Ich habe der Firma keine Schuld gegeben, sondern es war mein „Gefühl“  dem Naturagart-Berater gegenüber und sollte aber kein  Vorwurf sein, außerdem kannst Du nicht solche Außerungen von Dir geben , da Du nicht mit dem Berater gesprochen hast bzw. Korrespondenz per E-Mail und Fax hattest.

Ich hatte im Vorfeld eine sehr genaue Planung des Teiches (Abgesteckt und gemessen mit der geplanten Wasseroberfläche plus Folienzugabe von 80cm) und der Umgebung per Fax an Sie zur Ansicht und Berechnung gegeben, mit der Bitte zu Prüfen, ob dieser Teich und die Größe für meinen Garten auf meinem Grundstück möglich ist oder ein anderer Teich
besser ist, ausserdem habe ich auf den Höhenunterschied hingewiesen und Bilder beigefügt. Natürlich konnte ich noch nicht genau den Teich messen, da ich die Grube ja noch nicht ausgehoben hatte.
Und natürlich hatte ich vorher mir die Arbeitsmappe bestellt, gelesen und später danach gearbeitet, nur wenn der Naturagart-Berater nach Durchsicht der Unterlagen der Meinung ist das genau der Teich 2 für mich in Frage kommt für meinen geplanten Teich und damit auch die mitgelieferte Folie, muss ich Ihm das als Laie glauben.
Das ich später mehr Folie (ca. 20cm) über der Kante auf der höherliegenden Seite gegeben habe und nicht damit gerechnet habe, das der Wasserdruck die Folie so stark nach innen zieht ist meine Schuld und ein Anfänger-Fehler der jedem Neuling passieren kann!
Und dich möchte ich bitten, mich in Zukunft nicht mehr für „doof“  hinzustellen, wie Du Das in Deiner vorherigen Antwort tust!

Gruß grafx


----------



## Frank (9. Mai 2005)

Hallo grafx,

nanana, nun mal ruhig mit den wilden Pferden, ich glaube hier wird niemand niemanden "doof" nennen, vllt. hat Harald eine etwas derbe Ausdrucksart gewählt...   

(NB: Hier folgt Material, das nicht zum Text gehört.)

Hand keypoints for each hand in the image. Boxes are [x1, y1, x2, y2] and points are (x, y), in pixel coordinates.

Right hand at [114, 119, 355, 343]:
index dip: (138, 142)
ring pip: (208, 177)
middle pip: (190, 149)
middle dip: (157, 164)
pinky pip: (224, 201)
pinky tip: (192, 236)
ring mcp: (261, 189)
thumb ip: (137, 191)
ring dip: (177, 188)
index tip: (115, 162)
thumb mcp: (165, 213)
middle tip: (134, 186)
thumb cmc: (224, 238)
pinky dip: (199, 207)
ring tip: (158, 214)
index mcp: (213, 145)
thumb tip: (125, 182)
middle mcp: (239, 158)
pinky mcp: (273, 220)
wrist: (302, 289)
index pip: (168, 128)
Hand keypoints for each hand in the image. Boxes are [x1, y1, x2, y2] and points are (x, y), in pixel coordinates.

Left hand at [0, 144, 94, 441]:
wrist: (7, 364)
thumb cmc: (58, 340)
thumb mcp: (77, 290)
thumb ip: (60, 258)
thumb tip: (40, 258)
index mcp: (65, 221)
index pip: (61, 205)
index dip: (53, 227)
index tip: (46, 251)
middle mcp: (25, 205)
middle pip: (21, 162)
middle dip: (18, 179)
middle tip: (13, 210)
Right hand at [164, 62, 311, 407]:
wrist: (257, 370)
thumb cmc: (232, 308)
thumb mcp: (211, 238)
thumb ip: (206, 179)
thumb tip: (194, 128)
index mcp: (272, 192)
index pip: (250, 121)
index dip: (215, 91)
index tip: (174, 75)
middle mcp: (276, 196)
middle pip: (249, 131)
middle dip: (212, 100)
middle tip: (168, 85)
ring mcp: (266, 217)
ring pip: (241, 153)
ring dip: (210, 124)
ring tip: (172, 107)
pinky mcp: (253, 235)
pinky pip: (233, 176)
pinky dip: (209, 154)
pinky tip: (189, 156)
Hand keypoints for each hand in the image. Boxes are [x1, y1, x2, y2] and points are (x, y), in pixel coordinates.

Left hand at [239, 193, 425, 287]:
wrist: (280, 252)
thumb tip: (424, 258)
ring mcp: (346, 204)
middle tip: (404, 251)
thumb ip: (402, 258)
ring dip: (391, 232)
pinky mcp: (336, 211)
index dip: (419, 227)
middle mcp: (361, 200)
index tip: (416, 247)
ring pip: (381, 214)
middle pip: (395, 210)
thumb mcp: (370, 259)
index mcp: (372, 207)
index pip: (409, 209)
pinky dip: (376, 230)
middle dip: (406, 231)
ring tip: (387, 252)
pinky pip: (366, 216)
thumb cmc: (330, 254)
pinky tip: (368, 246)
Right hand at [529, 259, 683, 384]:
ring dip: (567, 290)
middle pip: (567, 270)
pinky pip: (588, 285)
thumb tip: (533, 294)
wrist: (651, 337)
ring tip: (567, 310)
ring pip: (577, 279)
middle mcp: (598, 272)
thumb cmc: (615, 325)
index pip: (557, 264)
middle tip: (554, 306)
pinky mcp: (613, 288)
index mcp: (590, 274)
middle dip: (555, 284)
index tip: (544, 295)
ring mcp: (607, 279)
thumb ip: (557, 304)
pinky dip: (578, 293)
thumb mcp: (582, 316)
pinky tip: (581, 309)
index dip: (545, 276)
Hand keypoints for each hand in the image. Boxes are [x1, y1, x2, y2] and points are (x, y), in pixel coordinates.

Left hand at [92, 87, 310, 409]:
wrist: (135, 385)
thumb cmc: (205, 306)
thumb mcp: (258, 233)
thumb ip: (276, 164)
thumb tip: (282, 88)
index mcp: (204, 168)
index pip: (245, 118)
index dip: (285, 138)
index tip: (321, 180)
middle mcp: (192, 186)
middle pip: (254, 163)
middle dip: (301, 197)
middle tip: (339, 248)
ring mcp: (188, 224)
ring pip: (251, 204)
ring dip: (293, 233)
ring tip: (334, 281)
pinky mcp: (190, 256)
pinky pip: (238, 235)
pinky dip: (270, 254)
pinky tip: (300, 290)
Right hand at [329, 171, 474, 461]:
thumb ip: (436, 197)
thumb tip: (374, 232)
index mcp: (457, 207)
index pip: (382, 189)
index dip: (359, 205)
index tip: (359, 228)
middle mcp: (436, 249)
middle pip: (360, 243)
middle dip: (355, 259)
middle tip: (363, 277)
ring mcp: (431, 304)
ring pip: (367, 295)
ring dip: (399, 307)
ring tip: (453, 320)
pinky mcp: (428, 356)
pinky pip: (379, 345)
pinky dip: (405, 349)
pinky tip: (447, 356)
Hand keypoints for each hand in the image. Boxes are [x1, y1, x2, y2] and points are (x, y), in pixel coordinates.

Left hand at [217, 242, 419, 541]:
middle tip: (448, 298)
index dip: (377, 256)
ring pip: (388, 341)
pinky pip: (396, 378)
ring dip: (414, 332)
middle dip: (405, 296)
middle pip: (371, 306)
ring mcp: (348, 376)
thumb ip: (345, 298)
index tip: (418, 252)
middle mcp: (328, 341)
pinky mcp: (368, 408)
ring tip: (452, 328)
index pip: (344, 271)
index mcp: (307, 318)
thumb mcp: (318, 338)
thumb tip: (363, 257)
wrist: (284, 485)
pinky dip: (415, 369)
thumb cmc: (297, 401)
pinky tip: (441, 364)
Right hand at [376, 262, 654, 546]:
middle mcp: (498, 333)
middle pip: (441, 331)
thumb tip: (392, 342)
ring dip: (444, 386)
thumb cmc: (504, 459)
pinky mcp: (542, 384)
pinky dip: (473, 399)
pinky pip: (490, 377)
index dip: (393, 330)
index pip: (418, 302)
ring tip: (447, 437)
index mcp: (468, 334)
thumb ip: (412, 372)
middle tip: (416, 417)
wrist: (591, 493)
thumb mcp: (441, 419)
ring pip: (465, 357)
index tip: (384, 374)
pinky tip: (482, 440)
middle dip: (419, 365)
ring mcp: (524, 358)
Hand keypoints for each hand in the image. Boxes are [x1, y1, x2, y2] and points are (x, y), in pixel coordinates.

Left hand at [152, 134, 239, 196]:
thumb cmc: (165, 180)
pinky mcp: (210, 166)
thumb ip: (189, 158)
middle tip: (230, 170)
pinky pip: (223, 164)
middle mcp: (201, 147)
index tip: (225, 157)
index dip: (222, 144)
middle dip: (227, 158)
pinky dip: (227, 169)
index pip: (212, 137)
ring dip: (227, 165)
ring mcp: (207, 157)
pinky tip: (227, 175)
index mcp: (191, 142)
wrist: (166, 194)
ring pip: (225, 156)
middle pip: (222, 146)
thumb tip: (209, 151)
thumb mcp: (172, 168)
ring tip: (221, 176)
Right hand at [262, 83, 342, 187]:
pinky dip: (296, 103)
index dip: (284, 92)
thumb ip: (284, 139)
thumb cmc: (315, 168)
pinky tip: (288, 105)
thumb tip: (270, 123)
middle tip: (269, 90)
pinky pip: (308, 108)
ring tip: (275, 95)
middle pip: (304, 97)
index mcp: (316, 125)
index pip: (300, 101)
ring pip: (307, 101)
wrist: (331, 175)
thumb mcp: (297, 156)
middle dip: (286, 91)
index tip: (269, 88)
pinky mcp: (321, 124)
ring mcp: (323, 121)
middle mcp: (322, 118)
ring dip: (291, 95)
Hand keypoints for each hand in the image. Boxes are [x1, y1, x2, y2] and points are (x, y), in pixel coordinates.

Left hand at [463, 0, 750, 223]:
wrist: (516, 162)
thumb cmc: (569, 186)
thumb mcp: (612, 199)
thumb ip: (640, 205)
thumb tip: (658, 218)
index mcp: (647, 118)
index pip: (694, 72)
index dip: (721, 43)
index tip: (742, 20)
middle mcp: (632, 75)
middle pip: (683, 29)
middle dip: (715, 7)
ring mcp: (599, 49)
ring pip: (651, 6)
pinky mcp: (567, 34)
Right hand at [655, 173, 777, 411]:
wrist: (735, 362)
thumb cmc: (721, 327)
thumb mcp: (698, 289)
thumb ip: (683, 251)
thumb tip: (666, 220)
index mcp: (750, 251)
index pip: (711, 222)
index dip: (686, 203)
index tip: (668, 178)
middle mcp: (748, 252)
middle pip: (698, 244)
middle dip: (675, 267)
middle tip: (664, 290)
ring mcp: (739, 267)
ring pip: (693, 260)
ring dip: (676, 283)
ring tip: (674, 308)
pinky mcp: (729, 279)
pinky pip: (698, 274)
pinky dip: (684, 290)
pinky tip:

Ich würde euch beiden zu 50 % Recht geben: Zum einen dir, weil ich mich als Laie genauso verhalten hätte wie du. Mein Vertrauen wäre auch voll und ganz einem Experten zum Opfer gefallen. Mich wundert es ehrlich gesagt auch ein wenig, das er dir nicht geraten hat, erst den Teich auszuheben, und dann zu messen, zumal er ja deine Fotos mit "nur" dem Grundriss bekommen hat. Zum anderen allerdings auch Harald, denn auch ich vermute, das du die Arbeitsmappe Teich nicht so ausführlich gelesen hast, denn dort steht alles sehr gut beschrieben, auch das du erst ausheben sollst, und dann messen. 

Aber wie gesagt, als Anfänger, der ich übrigens immer noch bin, hätte ich auch mein Vertrauen in den Mitarbeiter gesetzt.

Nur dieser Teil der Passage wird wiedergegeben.